Auteure, compositrice et interprète, Maciré Sylla chante dans les dialectes guinéens (soussou, malinke…). Ces langues qui murmurent les émotions et conte les destins. Elle y ajoute parfois quelques mots de français dans ses textes comme un pont tendu vers le monde. Son art s’accorde avec les sons du terroir : balafon, kora, percussions, bolons, aux rythmes chauds. À l’heure des fusions électroniques, Maciré a choisi la voie du retour — celle de la source et de la mémoire.
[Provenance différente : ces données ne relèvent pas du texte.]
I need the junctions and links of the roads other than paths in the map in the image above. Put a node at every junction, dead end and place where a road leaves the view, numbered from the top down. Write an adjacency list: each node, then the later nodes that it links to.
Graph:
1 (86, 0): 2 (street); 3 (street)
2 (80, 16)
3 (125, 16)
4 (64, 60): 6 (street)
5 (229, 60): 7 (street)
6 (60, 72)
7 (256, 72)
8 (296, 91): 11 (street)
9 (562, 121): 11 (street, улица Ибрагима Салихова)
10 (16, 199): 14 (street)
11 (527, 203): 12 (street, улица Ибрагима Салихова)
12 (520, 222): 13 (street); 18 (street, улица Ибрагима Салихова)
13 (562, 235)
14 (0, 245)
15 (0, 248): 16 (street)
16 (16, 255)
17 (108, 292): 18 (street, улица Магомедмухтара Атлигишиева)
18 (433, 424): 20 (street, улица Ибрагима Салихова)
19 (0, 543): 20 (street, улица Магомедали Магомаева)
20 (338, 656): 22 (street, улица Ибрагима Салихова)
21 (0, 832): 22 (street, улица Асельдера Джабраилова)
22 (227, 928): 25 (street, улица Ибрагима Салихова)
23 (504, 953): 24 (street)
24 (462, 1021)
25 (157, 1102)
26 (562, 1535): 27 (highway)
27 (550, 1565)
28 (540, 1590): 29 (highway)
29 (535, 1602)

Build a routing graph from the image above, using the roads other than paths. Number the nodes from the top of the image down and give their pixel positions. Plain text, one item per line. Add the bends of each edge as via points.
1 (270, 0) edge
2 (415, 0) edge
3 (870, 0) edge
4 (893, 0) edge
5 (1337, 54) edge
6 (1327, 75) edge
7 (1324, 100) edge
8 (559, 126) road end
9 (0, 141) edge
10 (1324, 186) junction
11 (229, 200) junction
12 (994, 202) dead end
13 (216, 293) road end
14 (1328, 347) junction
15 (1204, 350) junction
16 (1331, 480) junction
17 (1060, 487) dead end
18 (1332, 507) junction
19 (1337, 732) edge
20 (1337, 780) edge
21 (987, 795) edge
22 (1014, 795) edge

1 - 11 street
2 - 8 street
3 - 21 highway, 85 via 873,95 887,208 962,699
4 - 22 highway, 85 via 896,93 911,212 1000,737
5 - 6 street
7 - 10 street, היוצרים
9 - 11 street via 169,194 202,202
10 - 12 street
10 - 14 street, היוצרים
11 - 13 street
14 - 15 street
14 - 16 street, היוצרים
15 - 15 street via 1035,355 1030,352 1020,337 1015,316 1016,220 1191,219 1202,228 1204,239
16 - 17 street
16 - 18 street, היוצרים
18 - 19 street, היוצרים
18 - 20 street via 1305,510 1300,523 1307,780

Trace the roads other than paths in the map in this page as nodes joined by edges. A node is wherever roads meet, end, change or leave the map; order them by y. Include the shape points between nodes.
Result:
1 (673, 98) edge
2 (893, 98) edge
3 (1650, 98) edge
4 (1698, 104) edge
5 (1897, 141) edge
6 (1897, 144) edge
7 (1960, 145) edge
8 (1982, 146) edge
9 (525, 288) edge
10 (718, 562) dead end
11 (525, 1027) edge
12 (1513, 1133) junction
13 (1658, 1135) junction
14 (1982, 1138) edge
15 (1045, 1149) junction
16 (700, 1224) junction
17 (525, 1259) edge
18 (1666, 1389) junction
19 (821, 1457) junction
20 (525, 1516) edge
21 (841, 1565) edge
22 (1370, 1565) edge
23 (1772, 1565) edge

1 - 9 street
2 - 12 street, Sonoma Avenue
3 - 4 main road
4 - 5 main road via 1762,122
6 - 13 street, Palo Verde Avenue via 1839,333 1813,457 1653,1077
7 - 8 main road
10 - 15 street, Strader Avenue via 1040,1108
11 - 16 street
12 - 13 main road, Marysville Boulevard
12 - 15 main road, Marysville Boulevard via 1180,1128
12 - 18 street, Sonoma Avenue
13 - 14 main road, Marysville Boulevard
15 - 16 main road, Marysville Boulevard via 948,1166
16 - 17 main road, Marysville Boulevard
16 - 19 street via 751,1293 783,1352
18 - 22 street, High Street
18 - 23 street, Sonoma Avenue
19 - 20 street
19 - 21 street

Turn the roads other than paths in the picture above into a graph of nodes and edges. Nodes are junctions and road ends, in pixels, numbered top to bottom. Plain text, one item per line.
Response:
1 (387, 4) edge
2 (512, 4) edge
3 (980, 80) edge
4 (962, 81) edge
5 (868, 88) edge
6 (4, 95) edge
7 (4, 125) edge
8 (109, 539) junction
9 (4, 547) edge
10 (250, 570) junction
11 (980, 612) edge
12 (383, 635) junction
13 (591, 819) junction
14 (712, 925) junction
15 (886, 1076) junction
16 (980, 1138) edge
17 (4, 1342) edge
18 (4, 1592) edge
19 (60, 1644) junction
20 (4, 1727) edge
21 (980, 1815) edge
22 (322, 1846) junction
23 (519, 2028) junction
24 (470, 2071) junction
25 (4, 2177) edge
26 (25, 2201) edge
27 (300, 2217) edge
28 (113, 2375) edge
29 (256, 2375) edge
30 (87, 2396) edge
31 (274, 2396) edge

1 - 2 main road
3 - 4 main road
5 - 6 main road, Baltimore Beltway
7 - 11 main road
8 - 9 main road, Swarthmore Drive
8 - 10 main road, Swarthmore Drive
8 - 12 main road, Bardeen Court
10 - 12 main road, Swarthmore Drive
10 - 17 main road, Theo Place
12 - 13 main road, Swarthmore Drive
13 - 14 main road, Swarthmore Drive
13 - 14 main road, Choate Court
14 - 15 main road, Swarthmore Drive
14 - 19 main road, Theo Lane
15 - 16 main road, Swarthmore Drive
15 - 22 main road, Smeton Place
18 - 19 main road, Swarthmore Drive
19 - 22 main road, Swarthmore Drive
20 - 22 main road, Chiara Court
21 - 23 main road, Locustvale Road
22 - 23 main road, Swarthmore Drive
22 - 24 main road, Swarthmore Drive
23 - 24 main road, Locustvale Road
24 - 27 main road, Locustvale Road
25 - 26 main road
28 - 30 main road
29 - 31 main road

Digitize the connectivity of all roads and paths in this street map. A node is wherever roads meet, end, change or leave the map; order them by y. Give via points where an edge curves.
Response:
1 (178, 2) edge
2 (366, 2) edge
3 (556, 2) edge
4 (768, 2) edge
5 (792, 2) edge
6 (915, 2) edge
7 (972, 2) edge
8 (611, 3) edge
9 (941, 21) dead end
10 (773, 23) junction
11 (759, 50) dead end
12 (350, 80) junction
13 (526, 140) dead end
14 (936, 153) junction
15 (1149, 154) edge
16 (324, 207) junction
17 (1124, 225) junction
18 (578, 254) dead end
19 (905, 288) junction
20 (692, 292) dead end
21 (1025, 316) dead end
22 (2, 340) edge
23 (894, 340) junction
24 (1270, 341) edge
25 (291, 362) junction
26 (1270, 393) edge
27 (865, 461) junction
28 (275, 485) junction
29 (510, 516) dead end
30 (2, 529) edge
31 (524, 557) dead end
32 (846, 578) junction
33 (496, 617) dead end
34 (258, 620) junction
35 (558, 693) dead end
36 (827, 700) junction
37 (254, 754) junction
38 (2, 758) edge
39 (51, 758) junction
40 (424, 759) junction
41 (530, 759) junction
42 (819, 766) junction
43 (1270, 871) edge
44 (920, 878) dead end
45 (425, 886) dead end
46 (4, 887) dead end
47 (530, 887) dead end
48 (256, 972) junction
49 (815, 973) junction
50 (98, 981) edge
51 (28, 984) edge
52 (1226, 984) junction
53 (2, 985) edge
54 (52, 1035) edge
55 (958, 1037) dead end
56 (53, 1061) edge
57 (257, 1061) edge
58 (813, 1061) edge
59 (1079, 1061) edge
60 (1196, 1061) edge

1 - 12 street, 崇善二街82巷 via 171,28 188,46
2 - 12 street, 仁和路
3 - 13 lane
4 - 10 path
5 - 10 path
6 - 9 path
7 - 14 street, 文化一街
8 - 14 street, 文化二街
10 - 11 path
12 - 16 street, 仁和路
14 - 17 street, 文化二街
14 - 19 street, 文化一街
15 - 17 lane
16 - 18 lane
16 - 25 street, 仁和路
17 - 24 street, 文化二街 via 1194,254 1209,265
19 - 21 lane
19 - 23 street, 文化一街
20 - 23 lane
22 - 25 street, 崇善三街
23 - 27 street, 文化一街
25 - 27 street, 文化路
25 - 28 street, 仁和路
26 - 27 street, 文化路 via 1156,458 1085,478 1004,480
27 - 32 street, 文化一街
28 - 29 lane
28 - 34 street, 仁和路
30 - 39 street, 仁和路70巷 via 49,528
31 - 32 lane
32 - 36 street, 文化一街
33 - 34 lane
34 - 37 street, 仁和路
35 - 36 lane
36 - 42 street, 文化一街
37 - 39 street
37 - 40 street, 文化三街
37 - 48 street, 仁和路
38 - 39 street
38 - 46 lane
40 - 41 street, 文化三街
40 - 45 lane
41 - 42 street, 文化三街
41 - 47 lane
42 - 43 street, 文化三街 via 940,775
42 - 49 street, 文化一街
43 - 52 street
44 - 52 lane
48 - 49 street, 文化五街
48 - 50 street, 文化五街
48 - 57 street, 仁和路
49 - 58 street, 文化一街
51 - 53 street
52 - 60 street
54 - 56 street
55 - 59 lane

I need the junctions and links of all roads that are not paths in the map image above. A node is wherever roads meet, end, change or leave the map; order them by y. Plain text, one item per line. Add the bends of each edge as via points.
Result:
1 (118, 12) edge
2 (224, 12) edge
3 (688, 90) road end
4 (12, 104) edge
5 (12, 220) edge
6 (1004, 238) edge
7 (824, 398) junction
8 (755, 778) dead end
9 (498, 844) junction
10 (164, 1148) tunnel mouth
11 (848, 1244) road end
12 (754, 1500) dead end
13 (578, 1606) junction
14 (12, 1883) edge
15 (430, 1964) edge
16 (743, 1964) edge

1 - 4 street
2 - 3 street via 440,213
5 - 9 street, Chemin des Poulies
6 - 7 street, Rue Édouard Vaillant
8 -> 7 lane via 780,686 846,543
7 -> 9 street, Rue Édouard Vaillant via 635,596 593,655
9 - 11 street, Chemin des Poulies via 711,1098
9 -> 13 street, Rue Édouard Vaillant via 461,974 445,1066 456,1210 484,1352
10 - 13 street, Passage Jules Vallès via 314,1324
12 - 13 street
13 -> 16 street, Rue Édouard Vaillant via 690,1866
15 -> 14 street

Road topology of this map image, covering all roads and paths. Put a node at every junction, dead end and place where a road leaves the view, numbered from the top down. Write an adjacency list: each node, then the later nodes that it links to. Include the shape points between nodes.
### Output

Son premier album, Mariama (1996), fut un succès immédiat. Au moins, deux cent mille cassettes vendues en Guinée. Un record qui fit d’elle la « meilleure chanteuse guinéenne » de 1998. Ce succès, elle le transforma en un élan créatif rare : Maya Irafama, Sarefi, Massa, puis Talitha, cinq disques lumineux. Cinq chapitres d’une même histoire. Trois d’entre eux portent les noms de ses filles, comme pour dire que sa musique est aussi une affaire de filiation, un héritage intime et transmis.
Ses chansons — notamment Perenperen, que le monde découvrit dans la compilation Putumayo African Party — justifie la grâce d’une femme attentive à son temps. On y entend la tension entre la fidélité à la culture d’origine et le désir d’ouverture universelle.
Dans ses mélodies, l’Afrique respire du vent frais, danse ses rythmes et médite.
Aujourd’hui, Maciré Sylla demeure éloignée des scènes guinéennes, installée quelque part dans le monde. Mais ses disques, eux, circulent encore sur des plateformes de streming, portés par les vents du souvenir. Sa voix, ses classiques continuent de rappeler à l’humanité, que la Guinée chante toujours.